*** Information supplied ***
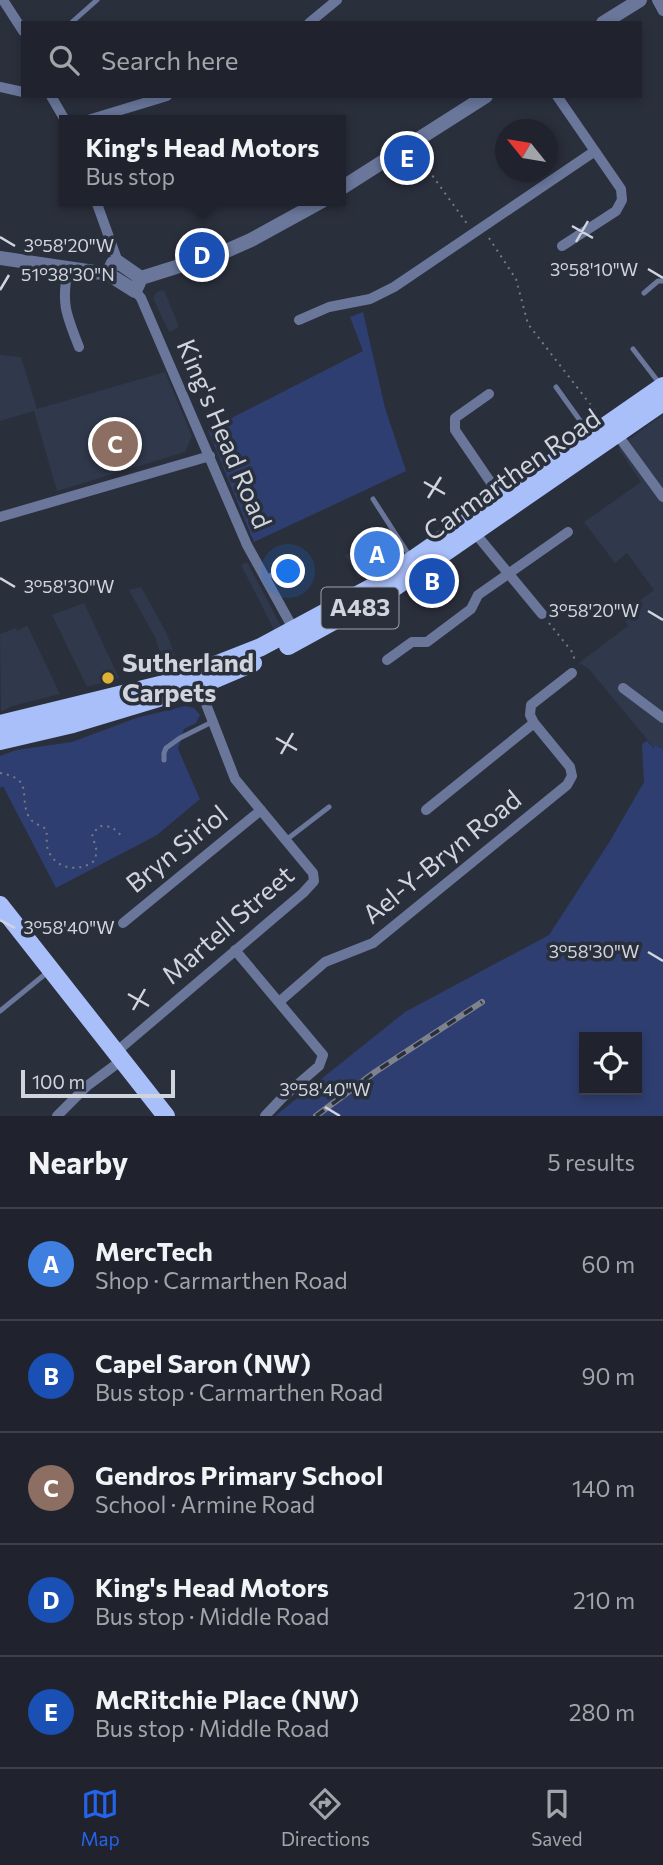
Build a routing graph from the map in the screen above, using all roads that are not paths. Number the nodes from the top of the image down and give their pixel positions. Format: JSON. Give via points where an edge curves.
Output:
{"nodes":[{"id":1,"x":3,"y":0,"type":"edge"},
{"id":2,"x":97,"y":0,"type":"edge"},
{"id":3,"x":337,"y":0,"type":"edge"},
{"id":4,"x":640,"y":0,"type":"edge"},
{"id":5,"x":657,"y":0,"type":"edge"},
{"id":6,"x":663,"y":11,"type":"edge"},
{"id":7,"x":73,"y":21,"type":"edge"},
{"id":8,"x":311,"y":21,"type":"edge"},
{"id":9,"x":606,"y":21,"type":"edge"},
{"id":10,"x":21,"y":28,"type":"edge"},
{"id":11,"x":0,"y":87,"type":"edge"},
{"id":12,"x":21,"y":92,"type":"edge"},
{"id":13,"x":51,"y":98,"type":"edge"},
{"id":14,"x":160,"y":98,"type":"edge"},
{"id":15,"x":483,"y":98,"type":"edge"},
{"id":16,"x":558,"y":98,"type":"edge"},
{"id":17,"x":62,"y":115,"type":"edge"},
{"id":18,"x":104,"y":115,"type":"edge"},
{"id":19,"x":595,"y":151,"type":"junction"},
{"id":20,"x":346,"y":185,"type":"edge"},
{"id":21,"x":97,"y":206,"type":"edge"},
{"id":22,"x":313,"y":206,"type":"edge"},
{"id":23,"x":562,"y":246,"type":"dead end"},
{"id":24,"x":0,"y":258,"type":"edge"},
{"id":25,"x":68,"y":268,"type":"junction"},
{"id":26,"x":113,"y":268,"type":"junction"},
{"id":27,"x":663,"y":281,"type":"edge"},
{"id":28,"x":138,"y":284,"type":"junction"},
{"id":29,"x":644,"y":293,"type":"dead end"},
{"id":30,"x":299,"y":320,"type":"dead end"},
{"id":31,"x":79,"y":347,"type":"dead end"},
{"id":32,"x":633,"y":349,"type":"dead end"},
{"id":33,"x":663,"y":386,"type":"edge"},
{"id":34,"x":556,"y":387,"type":"dead end"},
{"id":35,"x":489,"y":394,"type":"dead end"},
{"id":36,"x":663,"y":402,"type":"edge"},
{"id":37,"x":605,"y":431,"type":"junction"},
{"id":38,"x":210,"y":456,"type":"junction"},
{"id":39,"x":500,"y":496,"type":"junction"},
{"id":40,"x":663,"y":497,"type":"edge"},
{"id":41,"x":373,"y":499,"type":"dead end"},
{"id":42,"x":0,"y":517,"type":"edge"},
{"id":43,"x":568,"y":532,"type":"dead end"},
{"id":44,"x":475,"y":533,"type":"junction"},
{"id":45,"x":412,"y":560,"type":"junction"},
{"id":46,"x":297,"y":561,"type":"dead end"},
{"id":47,"x":508,"y":574,"type":"junction"},
{"id":48,"x":265,"y":579,"type":"junction"},
{"id":49,"x":542,"y":614,"type":"road end"},
{"id":50,"x":294,"y":630,"type":"junction"},
{"id":51,"x":387,"y":660,"type":"dead end"},
{"id":52,"x":572,"y":673,"type":"road end"},
{"id":53,"x":199,"y":686,"type":"junction"},
{"id":54,"x":622,"y":688,"type":"dead end"},
{"id":55,"x":663,"y":718,"type":"edge"},
{"id":56,"x":212,"y":722,"type":"junction"},
{"id":57,"x":534,"y":723,"type":"junction"},
{"id":58,"x":0,"y":724,"type":"edge"},
{"id":59,"x":0,"y":741,"type":"edge"},
{"id":60,"x":164,"y":760,"type":"dead end"},
{"id":61,"x":329,"y":807,"type":"dead end"},
{"id":62,"x":261,"y":810,"type":"junction"},
{"id":63,"x":426,"y":810,"type":"dead end"},
{"id":64,"x":286,"y":840,"type":"junction"},
{"id":65,"x":3,"y":912,"type":"edge"},
{"id":66,"x":123,"y":923,"type":"dead end"},
{"id":67,"x":235,"y":950,"type":"junction"},
{"id":68,"x":50,"y":969,"type":"junction"},
{"id":69,"x":279,"y":1002,"type":"junction"},
{"id":70,"x":0,"y":1011,"type":"edge"},
{"id":71,"x":119,"y":1056,"type":"junction"},
{"id":72,"x":57,"y":1116,"type":"edge"},
{"id":73,"x":166,"y":1116,"type":"edge"},
{"id":74,"x":265,"y":1116,"type":"edge"}],
"edges":[{"from":1,"to":10,"type":"street"},
{"from":2,"to":7,"type":"lane"},
{"from":3,"to":8,"type":"street"},
{"from":4,"to":9,"type":"street"},
{"from":5,"to":6,"type":"street"},
{"from":11,"to":12,"type":"street"},
{"from":13,"to":17,"type":"street"},
{"from":14,"to":18,"type":"street"},
{"from":15,"to":20,"type":"street"},
{"from":16,"to":19,"type":"street"},
{"from":19,"to":23,"type":"street","via":[[621,189],[622,200],[616,211]]},
{"from":19,"to":30,"type":"street","via":[[394,287]]},
{"from":21,"to":26,"type":"street"},
{"from":22,"to":28,"type":"street","via":[[225,252]]},
{"from":24,"to":25,"type":"street"},
{"from":25,"to":26,"type":"street"},
{"from":25,"to":31,"type":"street","via":[[64,309]]},
{"from":26,"to":28,"type":"street","via":[[120,283]]},
{"from":27,"to":29,"type":"lane"},
{"from":28,"to":38,"type":"street","name":"King's Head Road"},
{"from":32,"to":33,"type":"lane"},
{"from":33,"to":37,"type":"main road","name":"Carmarthen Road","number":"A483"},
{"from":34,"to":37,"type":"lane"},
{"from":35,"to":39,"type":"street","via":[[453,424]]},
{"from":36,"to":37,"type":"main road","name":"Carmarthen Road","number":"A483"},
{"from":37,"to":39,"type":"main road","name":"Carmarthen Road","number":"A483"},
{"from":37,"to":40,"type":"street"},
{"from":37,"to":44,"type":"main road","name":"Carmarthen Road","number":"A483"},
{"from":38,"to":42,"type":"street"},
{"from":38,"to":48,"type":"street","name":"King's Head Road"},
{"from":39,"to":45,"type":"main road","name":"Carmarthen Road","number":"A483"},
{"from":41,"to":45,"type":"lane"},
{"from":43,"to":47,"type":"street"},
{"from":44,"to":47,"type":"street"},
{"from":44,"to":53,"type":"main road","name":"Carmarthen Road","number":"A483","via":[[343,618]]},
{"from":45,"to":50,"type":"main road","name":"Carmarthen Road","number":"A483"},
{"from":46,"to":48,"type":"lane"},
{"from":47,"to":49,"type":"street"},
{"from":47,"to":51,"type":"street","via":[[427,642],[412,642]]},
{"from":48,"to":50,"type":"street","name":"King's Head Road"},
{"from":50,"to":58,"type":"main road","name":"Carmarthen Road","number":"A483","via":[[247,654],[172,682]]},
{"from":52,"to":57,"type":"street","via":[[531,705]]},
{"from":53,"to":56,"type":"street","name":"Martell Street"},
{"from":53,"to":59,"type":"main road","name":"Carmarthen Road","number":"A483"},
{"from":54,"to":55,"type":"street"},
{"from":56,"to":60,"type":"lane","via":[[172,744]]},
{"from":56,"to":62,"type":"street","name":"Martell Street","via":[[235,779]]},
{"from":57,"to":63,"type":"street"},
{"from":57,"to":69,"type":"street","name":"Ael-Y-Bryn Road","via":[[570,767],[567,785],[373,943],[325,962]]},
{"from":61,"to":64,"type":"lane"},
{"from":62,"to":64,"type":"street","name":"Martell Street"},
{"from":62,"to":66,"type":"street","name":"Bryn Siriol"},
{"from":64,"to":67,"type":"street","name":"Martell Street","via":[[313,873],[312,886]]},
{"from":65,"to":68,"type":"main road"},
{"from":67,"to":69,"type":"street"},
{"from":67,"to":71,"type":"street","name":"Martell Street"},
{"from":68,"to":70,"type":"lane"},
{"from":68,"to":71,"type":"main road"},
{"from":69,"to":74,"type":"street","via":[[323,1055],[319,1066]]},
{"from":71,"to":72,"type":"street","name":"Martell Street"},
{"from":71,"to":73,"type":"main road"}]}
***
# What you will do:
Scan the lines above, and whenever one holds the string "King", copy it.

# Output for this task:
{"from":28,"to":38,"type":"street","name":"King's Head Road"},
{"from":38,"to":48,"type":"street","name":"King's Head Road"},
{"from":48,"to":50,"type":"street","name":"King's Head Road"},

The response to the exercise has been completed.